Multisensory. Neuromuscular Development. One study (36) with 80 participants (treatment: n=40; control: n=40) evaluated the effects of a multisensory intervention compared to standard care using the New Ballard score. Both groups showed significant improvement before and after the treatment, but the difference was significantly higher in the treatment group (MD 5.60; 95% CI 4.65-6.55; p<0.00001).

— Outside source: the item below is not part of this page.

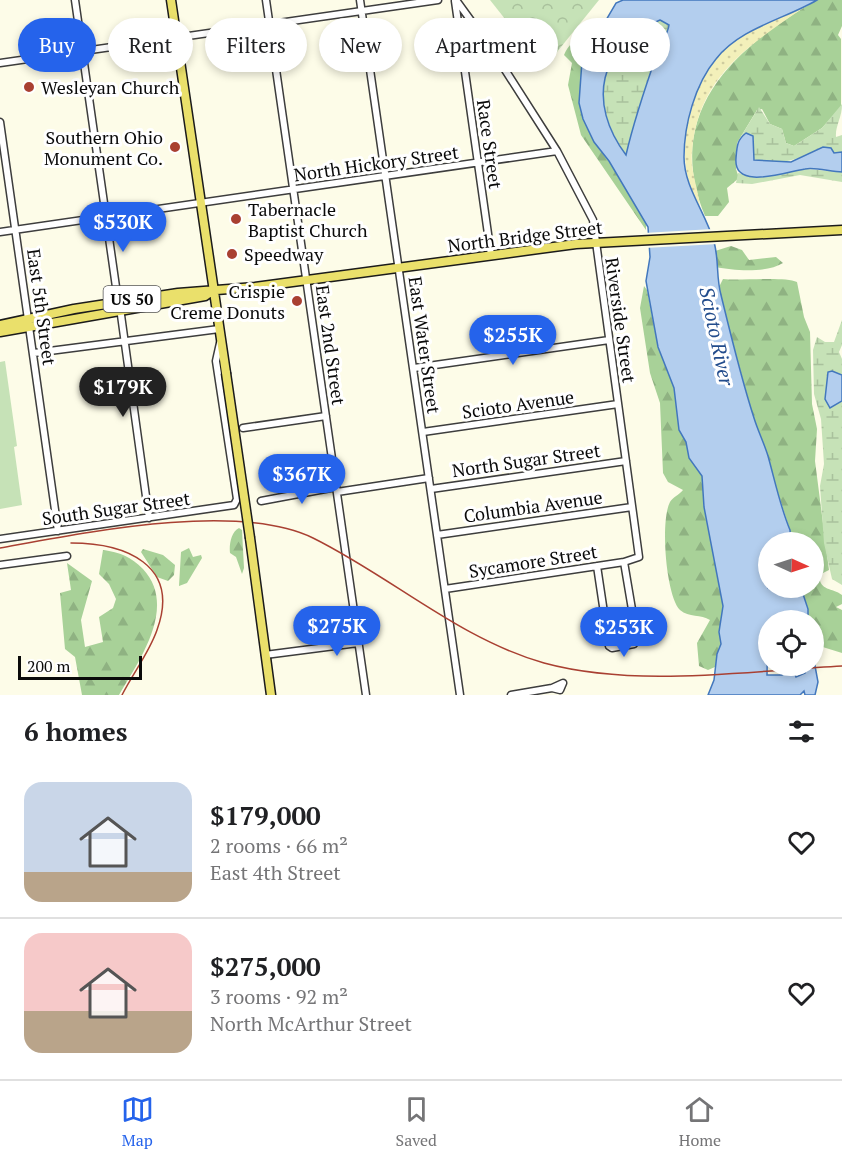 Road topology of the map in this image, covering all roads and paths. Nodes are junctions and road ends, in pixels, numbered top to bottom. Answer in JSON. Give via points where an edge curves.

Music vs. Developmental Care
Neuromotor and Neuromotor Development. In one study (32) that included 36 participants (treatment: n=18, control: n=18), the effect of music compared to developmental care was evaluated using the TIMPS and the INFANIB. Significant effects of music were reported for infants’ neuromotor development measured with the TIMPS (MD 0.39; 95% CI 0.08-0.70; p=0.01) and the INFANIB (MD 1.89; 95% CI 0.42-3.36; p=0.01) compared the control group.

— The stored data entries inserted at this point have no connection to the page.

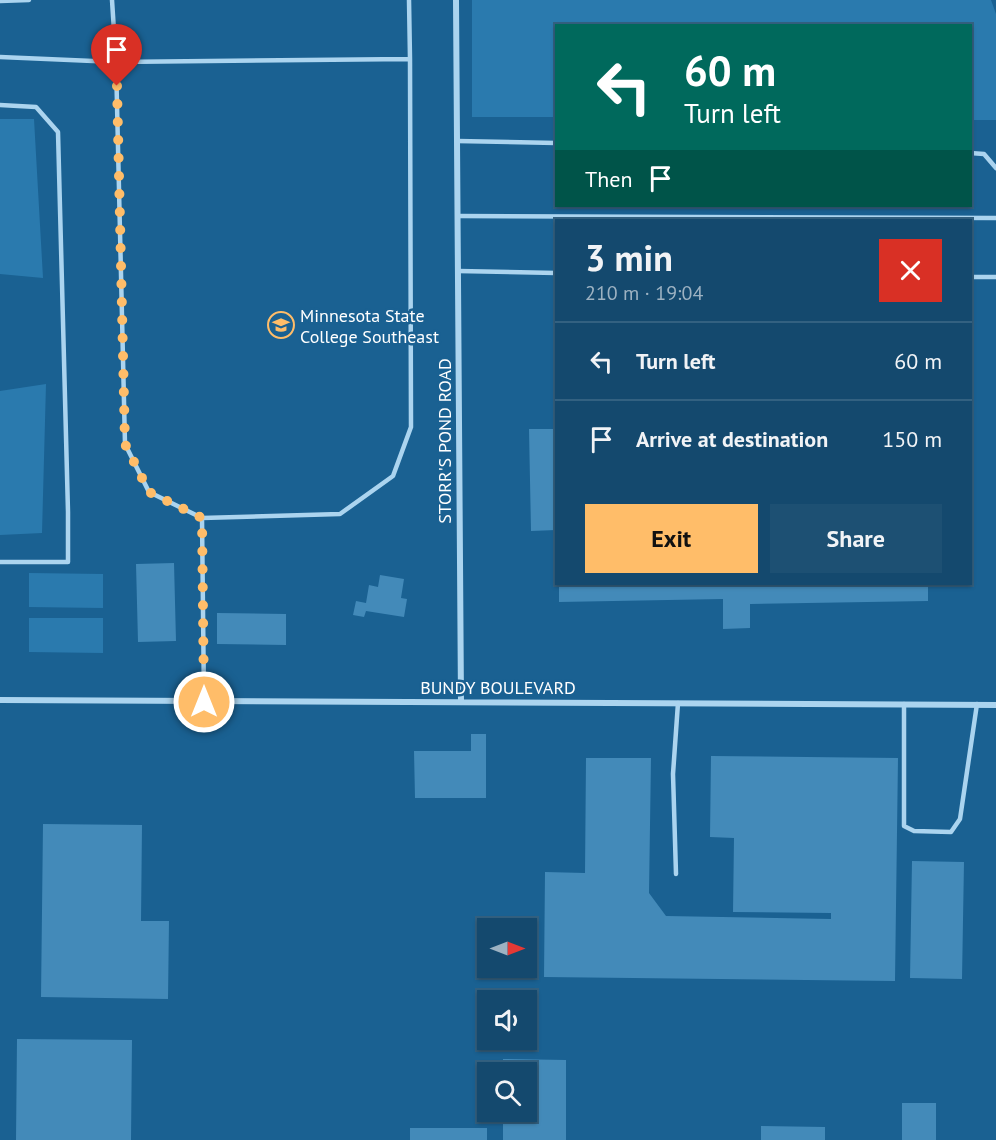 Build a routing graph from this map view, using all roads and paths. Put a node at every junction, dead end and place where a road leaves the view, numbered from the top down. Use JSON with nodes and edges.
{"nodes":[{"id":1,"x":29,"y":0,"type":"edge"},
{"id":2,"x":112,"y":0,"type":"edge"},
{"id":3,"x":408,"y":0,"type":"edge"},
{"id":4,"x":456,"y":0,"type":"edge"},
{"id":5,"x":0,"y":2,"type":"edge"},
{"id":6,"x":0,"y":57,"type":"edge"},
{"id":7,"x":411,"y":59,"type":"junction"},
{"id":8,"x":116,"y":62,"type":"junction"},
{"id":9,"x":0,"y":105,"type":"edge"},
{"id":10,"x":457,"y":141,"type":"junction"},
{"id":11,"x":555,"y":143,"type":"edge"},
{"id":12,"x":972,"y":153,"type":"edge"},
{"id":13,"x":996,"y":168,"type":"edge"},
{"id":14,"x":458,"y":216,"type":"junction"},
{"id":15,"x":996,"y":218,"type":"edge"},
{"id":16,"x":458,"y":272,"type":"junction"},
{"id":17,"x":555,"y":273,"type":"edge"},
{"id":18,"x":972,"y":277,"type":"edge"},
{"id":19,"x":996,"y":278,"type":"edge"},
{"id":20,"x":202,"y":518,"type":"junction"},
{"id":21,"x":0,"y":562,"type":"edge"},
{"id":22,"x":0,"y":700,"type":"edge"},
{"id":23,"x":204,"y":702,"type":"junction"},
{"id":24,"x":461,"y":702,"type":"junction"},
{"id":25,"x":678,"y":703,"type":"junction"},
{"id":26,"x":904,"y":704,"type":"junction"},
{"id":27,"x":977,"y":704,"type":"junction"},
{"id":28,"x":996,"y":705,"type":"edge"},
{"id":29,"x":676,"y":874,"type":"dead end"}],
"edges":[{"from":1,"to":5,"type":"lane"},
{"from":2,"to":8,"type":"lane"},
{"from":3,"to":7,"type":"lane"},
{"from":4,"to":10,"type":"street","name":"STORR'S POND ROAD"},
{"from":6,"to":8,"type":"lane"},
{"from":7,"to":8,"type":"lane"},
{"from":7,"to":20,"type":"lane"},
{"from":8,"to":20,"type":"lane"},
{"from":9,"to":21,"type":"lane"},
{"from":10,"to":11,"type":"lane"},
{"from":10,"to":14,"type":"street","name":"STORR'S POND ROAD"},
{"from":12,"to":13,"type":"lane"},
{"from":14,"to":15,"type":"lane"},
{"from":14,"to":16,"type":"street","name":"STORR'S POND ROAD"},
{"from":16,"to":17,"type":"lane"},
{"from":16,"to":24,"type":"street","name":"STORR'S POND ROAD"},
{"from":18,"to":19,"type":"lane"},
{"from":20,"to":23,"type":"lane"},
{"from":22,"to":23,"type":"street","name":"BUNDY BOULEVARD"},
{"from":23,"to":24,"type":"street","name":"BUNDY BOULEVARD"},
{"from":24,"to":25,"type":"street","name":"BUNDY BOULEVARD"},
{"from":25,"to":26,"type":"street","name":"BUNDY BOULEVARD"},
{"from":25,"to":29,"type":"lane"},
{"from":26,"to":27,"type":"street","name":"BUNDY BOULEVARD"},
{"from":26,"to":27,"type":"lane"},
{"from":27,"to":28,"type":"street","name":"BUNDY BOULEVARD"}]}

Physical Activity and/or Hydrotherapy vs. Containment
Neuromotor and Neuromuscular Development. One study (34) of 38 preterm infants (treatment: n=19, control: n=19) investigated the effects on neuromotor development of three different interventions – physical activity, hydrotherapy and a combination of physical therapy and hydrotherapy – compared to containment, using the TIMP and items from the Dubowitz examination. For all interventions, the ANOVA effects were not significant: physical therapy (mean: 50.21) vs. containment (mean: 51.57); hydrotherapy (mean 48.05) vs. containment (mean 51.57); or physical therapy combined with hydrotherapy (mean: 52.00) vs. containment (mean: 51.57): p=0.11. For the neuromuscular development, no significant findings were found for the New Ballard score (p>0.05) while for the two items of the Dubowitz, ankle dorsiflexion was not significantly different between groups, but leg recoil was significantly better for the physical therapy and hydrotherapy groups (p=0.04).
Quality of Evidence
The overall quality of evidence was considered low to very low. The summary findings table is presented by outcome (see Additional File 8 – Table S3). For the comparison between NIDCAP and standard care, the overall quality of evidence was rated low to very low for the autonomic system, motor system, state system, interaction-attention system, self-regulatory systems and examiner facilitation (neurobehavioral development), and very low for neurological development. For the comparison between parental participation program and standard care, the quality of evidence was rated very low. The main reasons for downgrading scores were high risk of bias, high heterogeneity between studies and small sample sizes. For the other comparisons including only one study, the summary of findings table is reported for each outcome (see Additional File 8 – Table S3).